Tee'd Off
- Manufacturer: Gottlieb
- Release date: May 1993
- System: Gottlieb System 3
- Design: Ray Tanzer, Jon Norris
- Programming: Eugene Geer, Scott Slomiany
- Artwork: Constantino Mitchell, David Moore, Jeanine Mitchell
- Music: Dave Zabriskie
- Sound: Craig Beierwaltes
- Production run: 3,500

= Tee'd Off =

1993 pinball machine

Tee'd Off is a 1993 Gottlieb pinball machine with layout designed by Ray Tanzer, and the ruleset by Jon Norris.

==Design and layout==
The table is often compared to No Good Gofers by Williams and features a Caddyshack type theme. An animatronic gopher named Gunther shrug shoulders in sync with voice during game play and sometimes during attract mode at the top of the backbox and mocks the player.

The game has a hole in one shot at the top, a roulette wheel toy, 3 flippers, 1 pop bumper, 2 vertical upkickers, 3 slingshots, 2 kick-out holes, 2 bullseye targets, 1 four-bank drop target, 1 captive ball and 1 captive ball spinner below center of playfield.

== Gameplay ==
The main objective of the table is to complete all 9 holes in right order. The game includes a pitch and putt mini playfield and mini-games like find-the-gopher. After all holes are lit an award is given depending on how many times all holes have been completed. The game has 5 modes that are started by shooting the volcano when lit. Completing all modes lights the big score target.

There is a double or nothing feature when the player can wager their score in a timed round.

== Reception ==
An article in The Flipside found it fun to play, but the scoring to be heavily unbalanced.
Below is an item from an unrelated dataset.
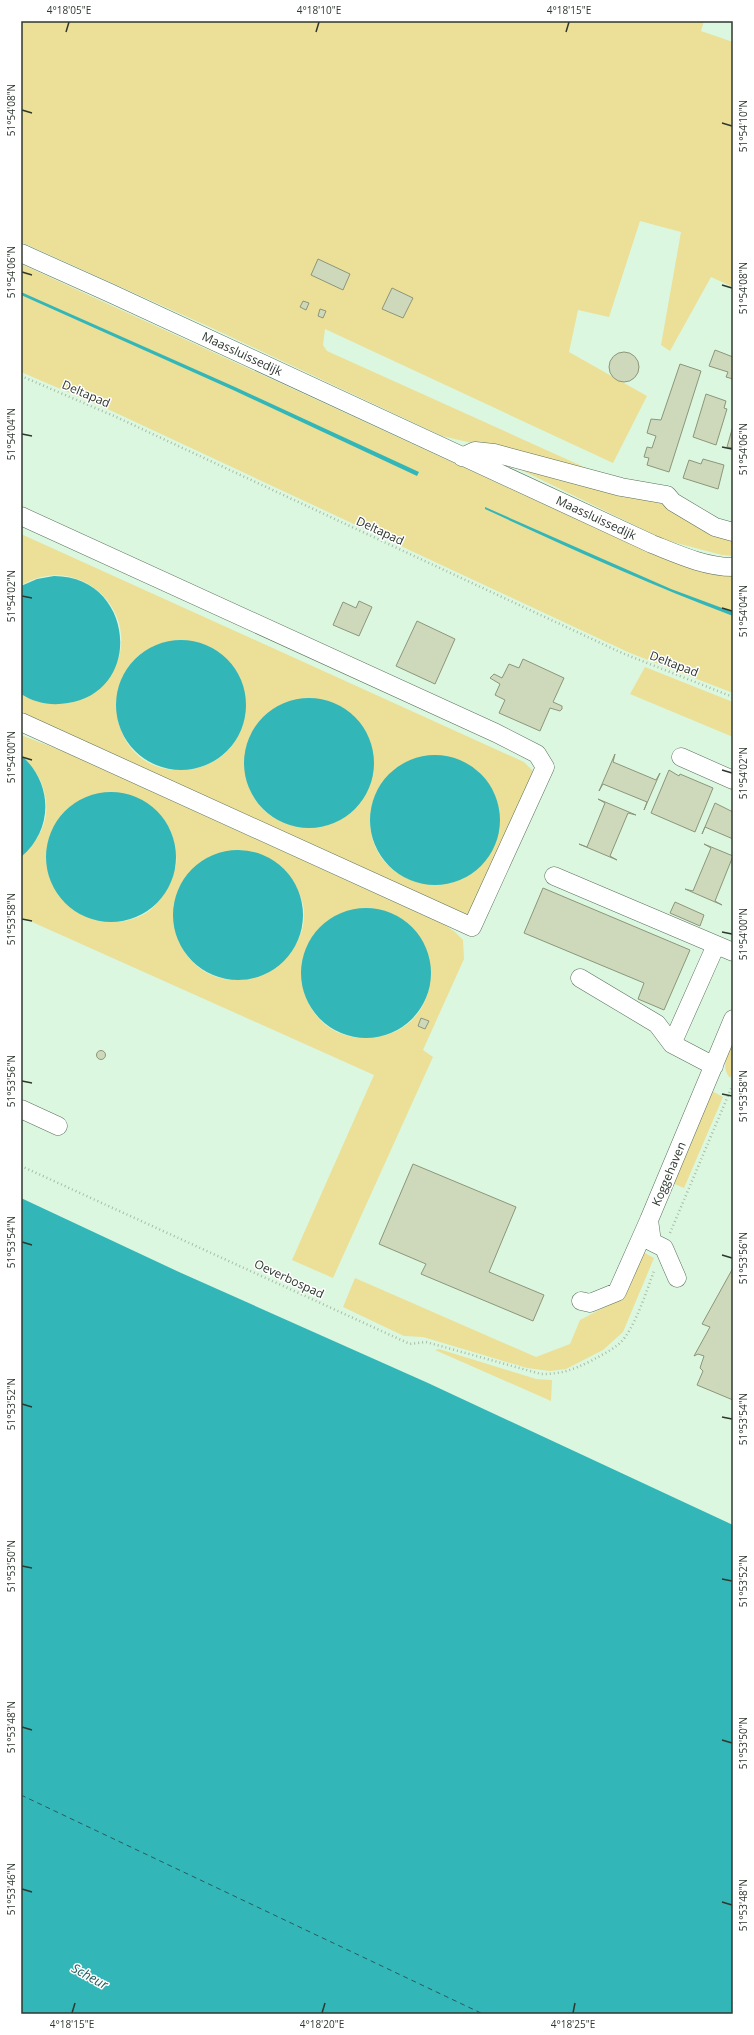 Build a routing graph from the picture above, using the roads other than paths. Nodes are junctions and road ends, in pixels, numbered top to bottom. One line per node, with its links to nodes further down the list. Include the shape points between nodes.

The inclusion of a buy-in system in this and other games was criticized.

==Digital versions==
Tee'd Off is included in the Pinball Hall of Fame: The Gottlieb Collection.

It was released by the same developer for The Pinball Arcade on several platforms in 2013. Unlike the earlier game, this used ROM emulation which removed errors including on the DMD display, sounds, and light sequencing.